Image: Cover of The Apex Book of World SF, Volume 5

Volume Five collects cyberpunk, zombie tales, space adventures and re-imaginings of several different cultures’ mythologies, and features authors, some writing in English and some translated, from Singapore, Cuba, the Apache Nation, Zimbabwe, Japan, India, Egypt, Bolivia, South Korea, Spain, Lebanon, China, Venezuela, Germany, the Philippines, the United States, Trinidad and Tobago, and Italy. Some of the authors are well-established with published novels under their belts, some are newer on the scene. All are extraordinary.

That being said, of course there are some standouts. My personal favorite and a story I’d consider it worth the price of the entire anthology to have to read, chortle over and read again is Vina Jie-Min Prasad’s “A Series of Steaks,” a piece of slapstick cyberpunk extrapolating the current state of 3-D printing into a world in which that technology can be used to manufacture food. A luxury market for the provably real — steak from actual cows, for instance — has evolved. And where there are luxury markets, there are markets for knock-offs. Lovers of hoaxes and hoaxers will crow with delight over this one, but caveat lector: it might make you hungry.

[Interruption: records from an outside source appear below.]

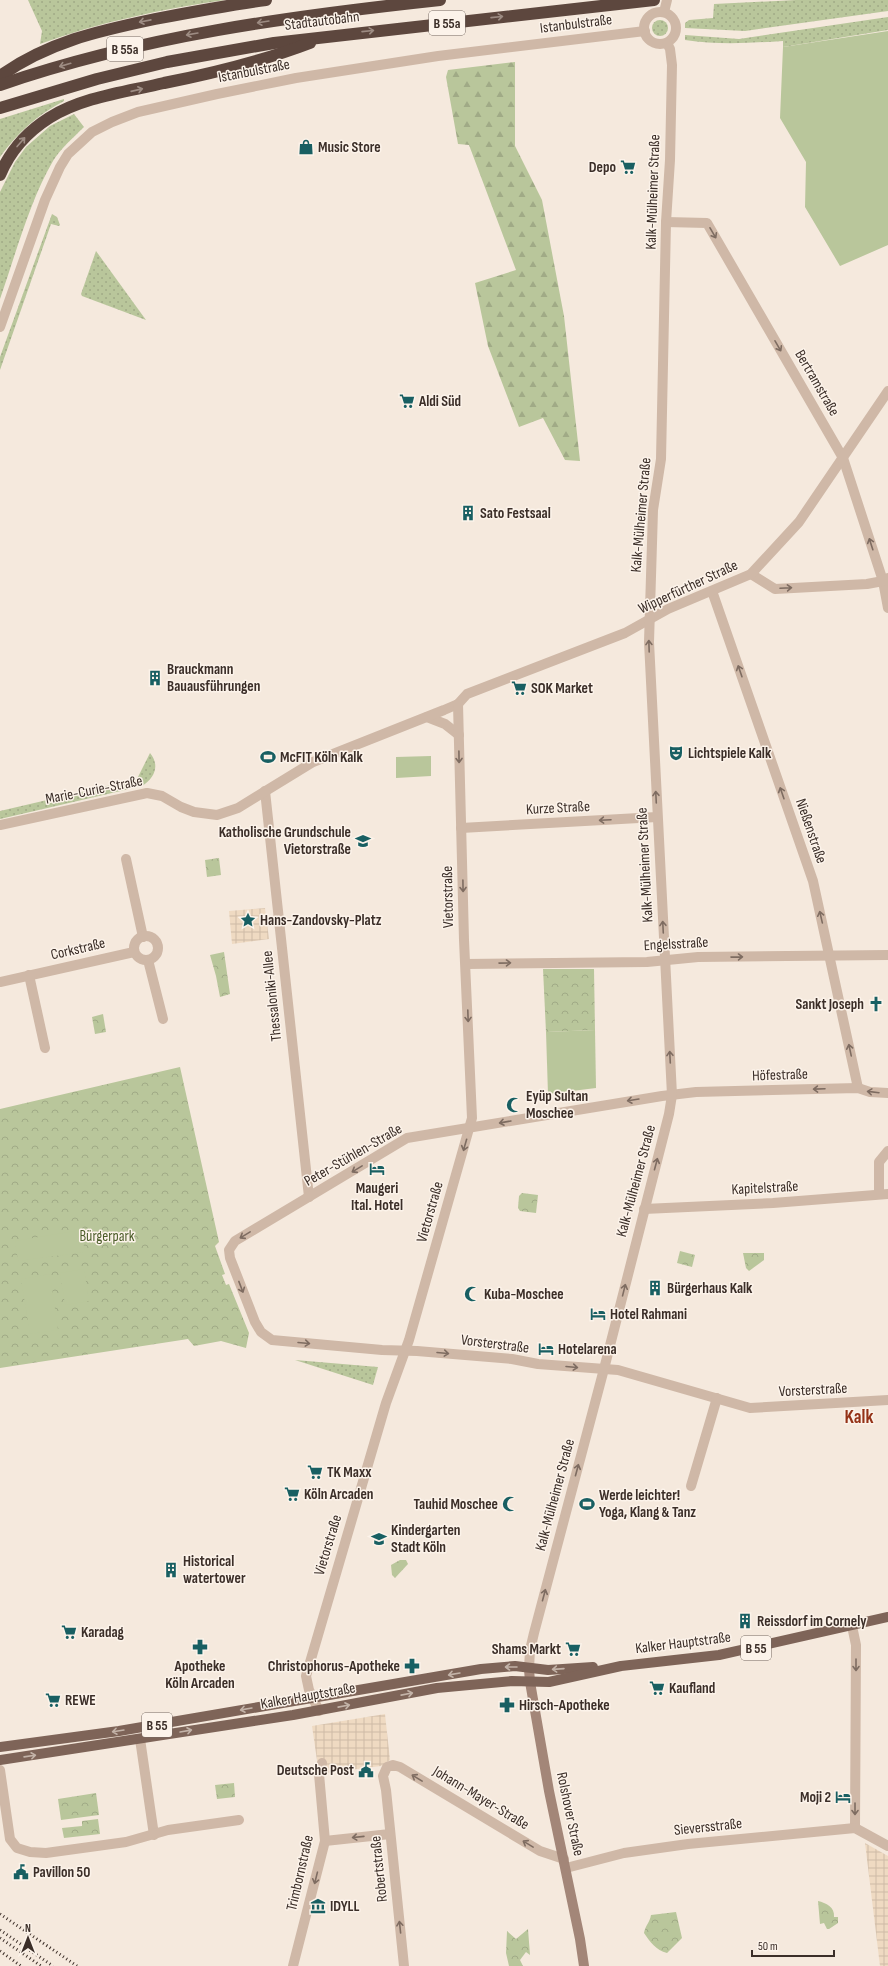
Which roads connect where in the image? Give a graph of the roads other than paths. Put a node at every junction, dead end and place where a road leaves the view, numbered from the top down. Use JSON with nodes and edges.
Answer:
{"nodes":[{"id":1,"x":266,"y":0,"type":"edge"},
{"id":2,"x":440,"y":0,"type":"edge"},
{"id":3,"x":654,"y":0,"type":"edge"},
{"id":4,"x":667,"y":0,"type":"edge"},
{"id":5,"x":664,"y":12,"type":"junction"},
{"id":6,"x":645,"y":31,"type":"junction"},
{"id":7,"x":330,"y":35,"type":"junction"},
{"id":8,"x":667,"y":43,"type":"junction"},
{"id":9,"x":0,"y":76,"type":"edge"},
{"id":10,"x":0,"y":85,"type":"edge"},
{"id":11,"x":0,"y":108,"type":"edge"},
{"id":12,"x":0,"y":174,"type":"edge"},
{"id":13,"x":666,"y":222,"type":"junction"},
{"id":14,"x":0,"y":327,"type":"edge"},
{"id":15,"x":888,"y":391,"type":"edge"},
{"id":16,"x":843,"y":458,"type":"junction"},
{"id":17,"x":751,"y":574,"type":"junction"},
{"id":18,"x":886,"y":579,"type":"edge"},
{"id":19,"x":712,"y":591,"type":"junction"},
{"id":20,"x":888,"y":608,"type":"edge"},
{"id":21,"x":650,"y":620,"type":"junction"},
{"id":22,"x":458,"y":704,"type":"junction"},
{"id":23,"x":427,"y":717,"type":"junction"},
{"id":24,"x":459,"y":735,"type":"junction"},
{"id":25,"x":265,"y":791,"type":"junction"},
{"id":26,"x":238,"y":808,"type":"joint"},
{"id":27,"x":657,"y":817,"type":"junction"},
{"id":28,"x":0,"y":825,"type":"edge"},
{"id":29,"x":461,"y":828,"type":"junction"},
{"id":30,"x":126,"y":858,"type":"dead end"},
{"id":31,"x":143,"y":937,"type":"junction"},
{"id":32,"x":134,"y":952,"type":"junction"},
{"id":33,"x":830,"y":955,"type":"junction"},
{"id":34,"x":888,"y":955,"type":"edge"},
{"id":35,"x":148,"y":960,"type":"junction"},
{"id":36,"x":665,"y":960,"type":"junction"},
{"id":37,"x":466,"y":964,"type":"junction"},
{"id":38,"x":29,"y":975,"type":"junction"},
{"id":39,"x":0,"y":982,"type":"edge"},
{"id":40,"x":163,"y":1019,"type":"dead end"},
{"id":41,"x":44,"y":1048,"type":"dead end"},
{"id":42,"x":858,"y":1088,"type":"junction"},
{"id":43,"x":888,"y":1092,"type":"edge"},
{"id":44,"x":672,"y":1096,"type":"junction"},
{"id":45,"x":470,"y":1128,"type":"junction"},
{"id":46,"x":888,"y":1152,"type":"edge"},
{"id":47,"x":884,"y":1194,"type":"edge"},
{"id":48,"x":309,"y":1197,"type":"junction"},
{"id":49,"x":644,"y":1209,"type":"junction"},
{"id":50,"x":266,"y":1337,"type":"joint"},
{"id":51,"x":404,"y":1350,"type":"junction"},
{"id":52,"x":604,"y":1369,"type":"junction"},
{"id":53,"x":717,"y":1398,"type":"junction"},
{"id":54,"x":888,"y":1400,"type":"edge"},
{"id":55,"x":691,"y":1486,"type":"dead end"},
{"id":56,"x":888,"y":1617,"type":"edge"},
{"id":57,"x":852,"y":1626,"type":"junction"},
{"id":58,"x":622,"y":1666,"type":"junction"},
{"id":59,"x":529,"y":1669,"type":"junction"},
{"id":60,"x":530,"y":1682,"type":"junction"},
{"id":61,"x":312,"y":1698,"type":"junction"},
{"id":62,"x":319,"y":1711,"type":"junction"},
{"id":63,"x":140,"y":1739,"type":"junction"},
{"id":64,"x":0,"y":1747,"type":"edge"},
{"id":65,"x":0,"y":1760,"type":"edge"},
{"id":66,"x":322,"y":1763,"type":"dead end"},
{"id":67,"x":0,"y":1770,"type":"edge"},
{"id":68,"x":384,"y":1770,"type":"joint"},
{"id":69,"x":239,"y":1820,"type":"dead end"},
{"id":70,"x":855,"y":1828,"type":"junction"},
{"id":71,"x":390,"y":1834,"type":"junction"},
{"id":72,"x":154,"y":1835,"type":"junction"},
{"id":73,"x":325,"y":1841,"type":"junction"},
{"id":74,"x":888,"y":1846,"type":"edge"},
{"id":75,"x":565,"y":1864,"type":"junction"},
{"id":76,"x":293,"y":1966,"type":"edge"},
{"id":77,"x":404,"y":1966,"type":"edge"},
{"id":78,"x":584,"y":1966,"type":"edge"}],
"edges":[{"from":1,"to":9,"type":"highway","one_way":true},
{"from":2,"to":10,"type":"highway","name":"Stadtautobahn","number":"B 55a","one_way":true},
{"from":7,"to":3,"type":"highway","name":"Stadtautobahn","number":"B 55a","one_way":true},
{"from":4,"to":5,"type":"street"},
{"from":5,"to":6,"type":"street"},
{"from":5,"to":8,"type":"street"},
{"from":6,"to":8,"type":"street"},
{"from":6,"to":14,"type":"street","name":"Istanbulstraße"},
{"from":7,"to":11,"type":"highway","name":"Stadtautobahn","number":"B 55a"},
{"from":12,"to":7,"type":"highway","one_way":true},
{"from":8,"to":13,"type":"street","name":"Kalk-Mülheimer Straße"},
{"from":13,"to":16,"type":"street","name":"Bertramstraße","one_way":true},
{"from":13,"to":21,"type":"street","name":"Kalk-Mülheimer Straße"},
{"from":15,"to":16,"type":"street","name":"Wipperfürther Straße"},
{"from":16,"to":17,"type":"street","name":"Wipperfürther Straße"},
{"from":18,"to":16,"type":"street","name":"Bertramstraße","one_way":true},
{"from":17,"to":18,"type":"street","one_way":true},
{"from":17,"to":19,"type":"street","name":"Wipperfürther Straße"},
{"from":18,"to":20,"type":"street","name":"Bertramstraße"},
{"from":19,"to":21,"type":"street","name":"Wipperfürther Straße"},
{"from":33,"to":19,"type":"street","name":"Nießenstraße","one_way":true},
{"from":21,"to":22,"type":"street","name":"Wipperfürther Straße"},
{"from":27,"to":21,"type":"street","name":"Kalk-Mülheimer Straße","one_way":true},
{"from":22,"to":23,"type":"street","name":"Wipperfürther Straße"},
{"from":22,"to":24,"type":"street","name":"Vietorstraße"},
{"from":23,"to":24,"type":"street"},
{"from":23,"to":25,"type":"street","name":"Wipperfürther Straße"},
{"from":24,"to":29,"type":"street","name":"Vietorstraße","one_way":true},
{"from":25,"to":26,"type":"street","name":"Wipperfürther Straße"},
{"from":25,"to":48,"type":"street","name":"Thessaloniki-Allee"},
{"from":26,"to":28,"type":"street","name":"Marie-Curie-Straße"},
{"from":27,"to":29,"type":"street","name":"Kurze Straße","one_way":true},
{"from":36,"to":27,"type":"street","name":"Kalk-Mülheimer Straße","one_way":true},
{"from":29,"to":37,"type":"street","name":"Vietorstraße","one_way":true},
{"from":30,"to":31,"type":"street"},
{"from":31,"to":32,"type":"street"},
{"from":31,"to":35,"type":"street"},
{"from":32,"to":35,"type":"street"},
{"from":32,"to":38,"type":"street","name":"Corkstraße"},
{"from":33,"to":34,"type":"street","name":"Engelsstraße"},
{"from":36,"to":33,"type":"street","name":"Engelsstraße","one_way":true},
{"from":42,"to":33,"type":"street","name":"Nießenstraße","one_way":true},
{"from":35,"to":40,"type":"street"},
{"from":37,"to":36,"type":"street","name":"Engelsstraße","one_way":true},
{"from":44,"to":36,"type":"street","name":"Kalk-Mülheimer Straße","one_way":true},
{"from":37,"to":45,"type":"street","name":"Vietorstraße","one_way":true},
{"from":38,"to":39,"type":"street","name":"Corkstraße"},
{"from":38,"to":41,"type":"street"},
{"from":43,"to":42,"type":"street","name":"Höfestraße","one_way":true},
{"from":42,"to":44,"type":"street","name":"Höfestraße","one_way":true},
{"from":44,"to":45,"type":"street","name":"Peter-Stühlen-Straße","one_way":true},
{"from":49,"to":44,"type":"street","name":"Kalk-Mülheimer Straße","one_way":true},
{"from":45,"to":48,"type":"street","name":"Peter-Stühlen-Straße","one_way":true},
{"from":45,"to":51,"type":"street","name":"Vietorstraße","one_way":true},
{"from":46,"to":47,"type":"street"},
{"from":47,"to":49,"type":"street","name":"Kapitelstraße"},
{"from":48,"to":50,"type":"street","name":"Peter-Stühlen-Straße","one_way":true},
{"from":52,"to":49,"type":"street","name":"Kalk-Mülheimer Straße","one_way":true},
{"from":50,"to":51,"type":"street","name":"Vorsterstraße","one_way":true},
{"from":51,"to":52,"type":"street","name":"Vorsterstraße","one_way":true},
{"from":51,"to":61,"type":"street","name":"Vietorstraße"},
{"from":52,"to":53,"type":"street","name":"Vorsterstraße"},
{"from":59,"to":52,"type":"street","name":"Kalk-Mülheimer Straße","one_way":true},
{"from":53,"to":54,"type":"street","name":"Vorsterstraße"},
{"from":53,"to":55,"type":"street"},
{"from":56,"to":57,"type":"main road","name":"Kalker Hauptstraße","number":"B 55"},
{"from":57,"to":58,"type":"main road","name":"Kalker Hauptstraße","number":"B 55"},
{"from":57,"to":70,"type":"street","one_way":true},
{"from":58,"to":59,"type":"main road","name":"Kalker Hauptstraße","number":"B 55","one_way":true},
{"from":58,"to":60,"type":"main road","name":"Kalker Hauptstraße","number":"B 55"},
{"from":59,"to":60,"type":"street","name":"Rolshover Straße"},
{"from":59,"to":61,"type":"main road","name":"Kalker Hauptstraße","number":"B 55","one_way":true},
{"from":62,"to":60,"type":"main road","name":"Kalker Hauptstraße","number":"B 55","one_way":true},
{"from":60,"to":75,"type":"street","name":"Rolshover Straße"},
{"from":61,"to":62,"type":"street","name":"Vietorstraße"},
{"from":61,"to":64,"type":"main road","name":"Kalker Hauptstraße","number":"B 55","one_way":true},
{"from":63,"to":62,"type":"main road","name":"Kalker Hauptstraße","number":"B 55","one_way":true},
{"from":65,"to":63,"type":"main road","name":"Kalker Hauptstraße","number":"B 55","one_way":true},
{"from":63,"to":72,"type":"street"},
{"from":66,"to":73,"type":"street","name":"Trimbornstraße"},
{"from":67,"to":72,"type":"street"},
{"from":68,"to":71,"type":"street","name":"Robertstraße"},
{"from":75,"to":68,"type":"street","name":"Johann-Mayer-Straße","one_way":true},
{"from":69,"to":72,"type":"street"},
{"from":70,"to":74,"type":"street"},
{"from":70,"to":75,"type":"street","name":"Sieversstraße"},
{"from":71,"to":73,"type":"street","one_way":true},
{"from":77,"to":71,"type":"street","name":"Robertstraße","one_way":true},
{"from":73,"to":76,"type":"street","name":"Trimbornstraße","one_way":true},
{"from":75,"to":78,"type":"street","name":"Rolshover Straße"}]}
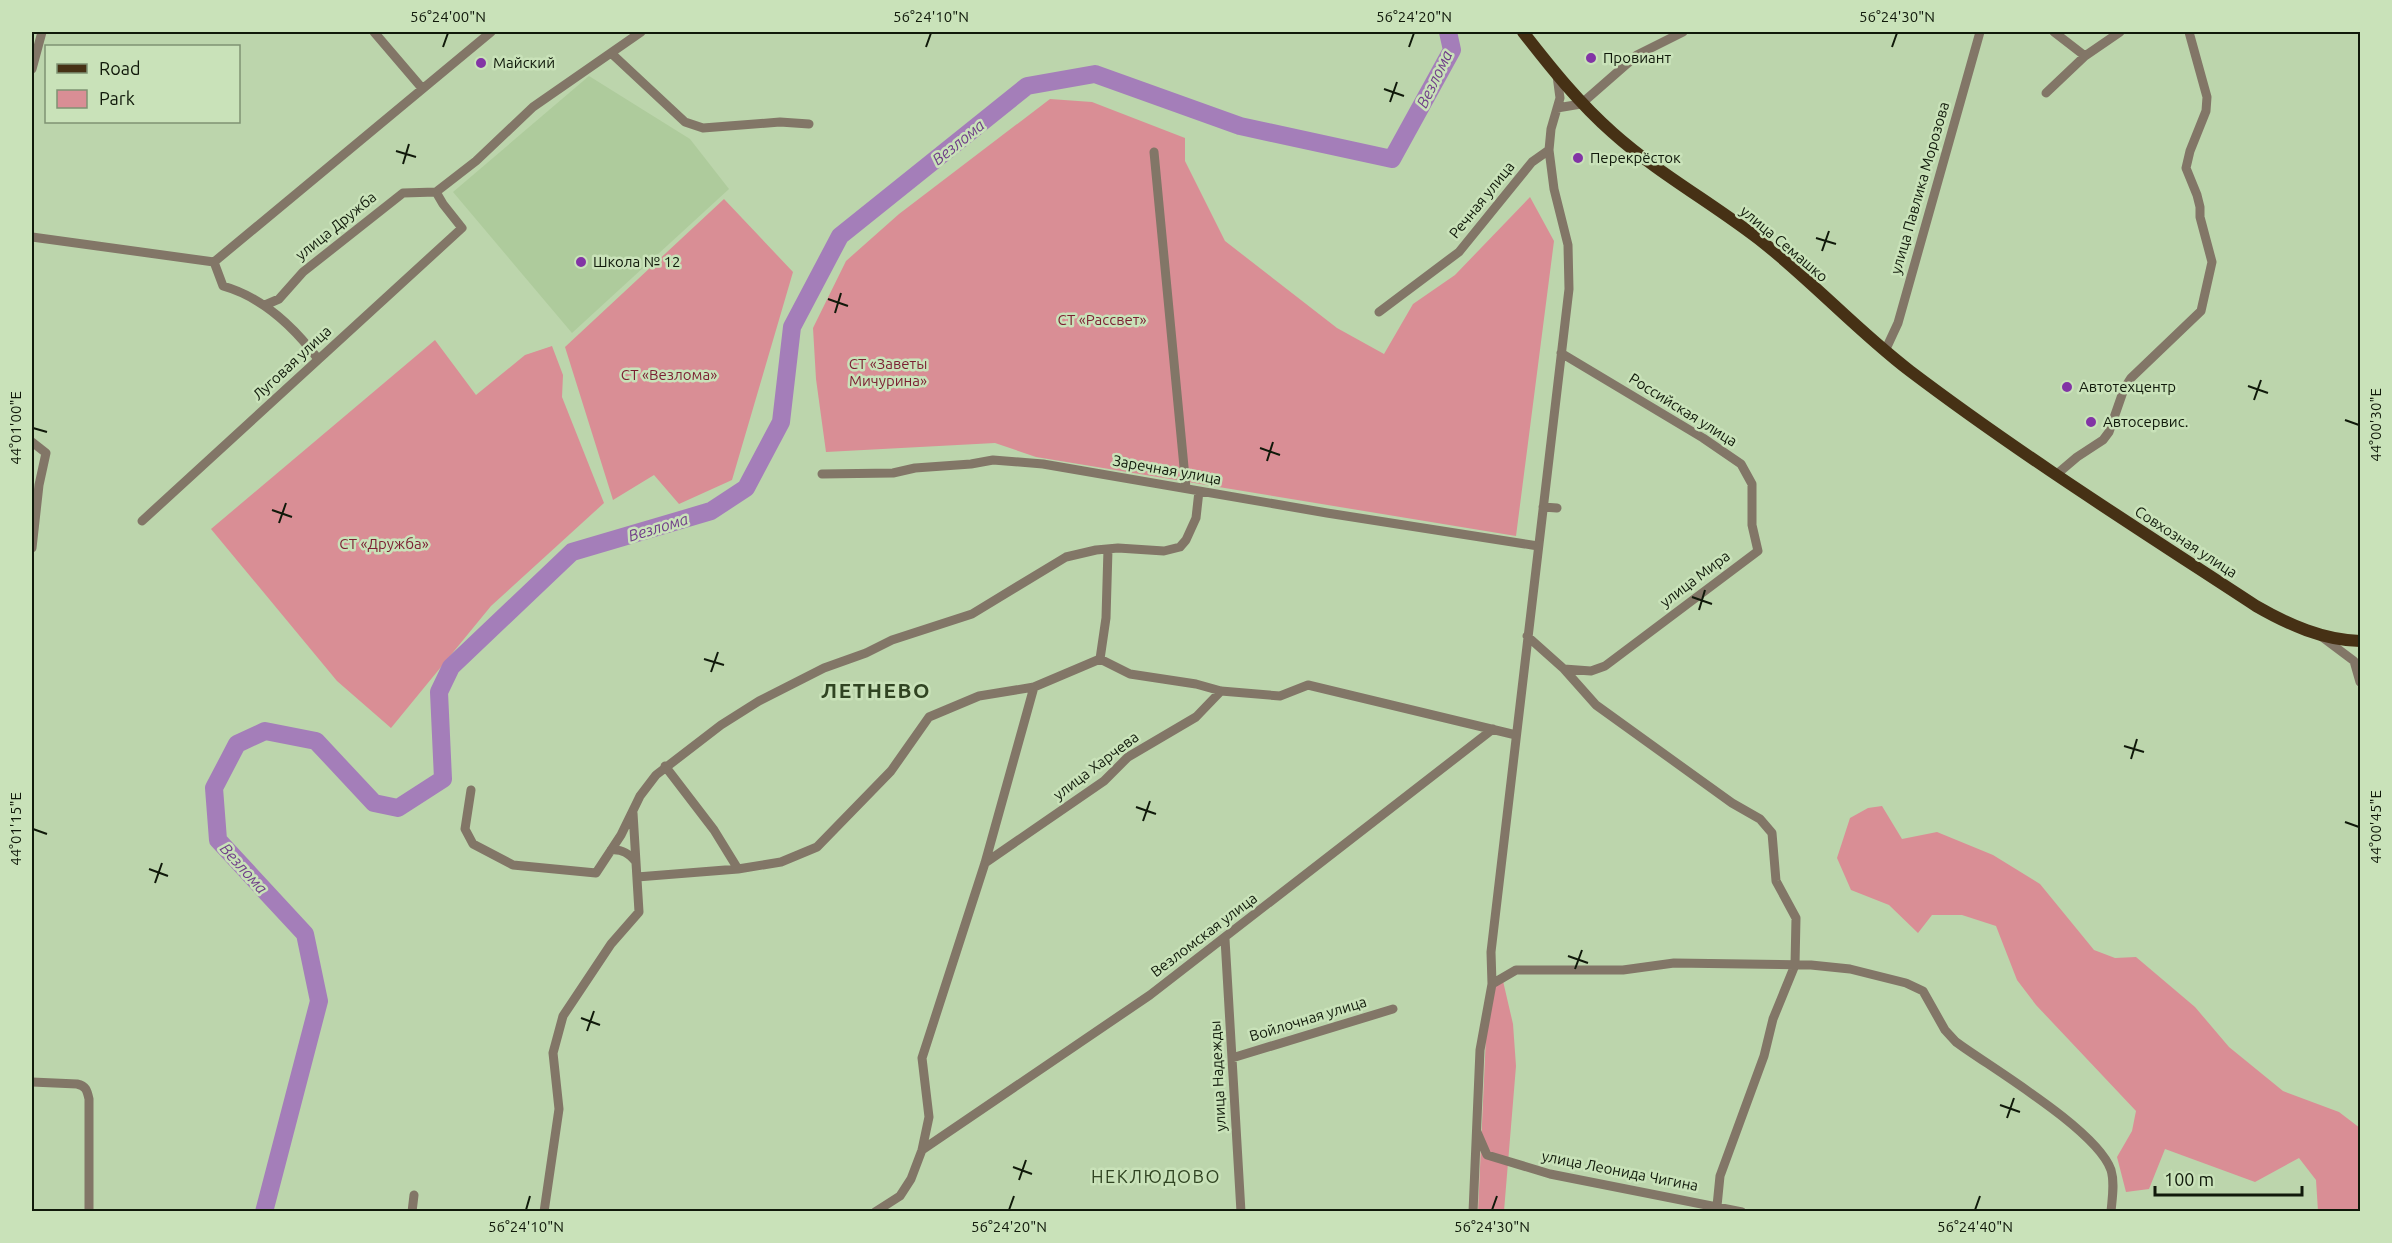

If you’re in the mood for something deeper, you could do worse than Darcie Little Badger’s “Nkasht Ii” in which the narrator is a “karma busker”, spending days with her friend Annie next to a hand-lettered sign that says “Tell us your problems, tell us your stories, we love to listen.” When the pair meet a distraught father who lost his daughter in a car crash but has an unbelievable account of a supernatural figure encountered in that crash, Annie reveals at last the nature of the bargain between them and the next world, a bargain that requires Annie to intervene in such matters at the peril of her own life. This one puts the reader through quite an emotional wringer in just a few pages.

Similar themes in a different setting color T.L. Huchu’s “Ghostalker” in which a pop-culture-obsessed young woman operates a sort of messenger service for the random ghosts she encounters on the street — another riff on the busking theme, except the music our hero plays on her mbira isn’t to entertain passersby but to clarify ghosts’ identities and desires. Like many of the stories in this collection, the sense of place — rural Zimbabwe — is as powerful as the ideas it plays with. When our heroine discovers the true nature of a particular ghost that’s been relentlessly stalking her for her entire career — WOW.

You code monkeys have a special treat waiting for you in this anthology, too, in the form of Taiyo Fujii’s “Violation of the Truenet Security Act.” One of your own, whose skill set was made obsolete by the development of quantum computing and an incident in which rogue AIs took away the internet from mere humans, is called upon to rescue an orphaned creation of his that has become mysteriously relevant in the new age. This story gets technical really fast, and that’s why I think the code monkeys will appreciate it a bit more than I did — but I loved it anyway.

Less earthbound in every sense is Liliana Colanzi’s “Our Dead World” (translated from the Spanish by Jessica Sequeira). A woman living a life reminiscent of those of the hovel dwellers in Philip K. Dick’s The Three Stigmata of Palmer Eldritch has made the one-way migration to Mars but is still haunted by memories of home. “Each of us, in his own way, continued to orbit the Earth, satellites eternally circling what had been lost.” It’s not a cheerful perspective on space colonization, but it rings bitterly true, grounded in the protagonist’s emotions and set free by her probable hallucinations.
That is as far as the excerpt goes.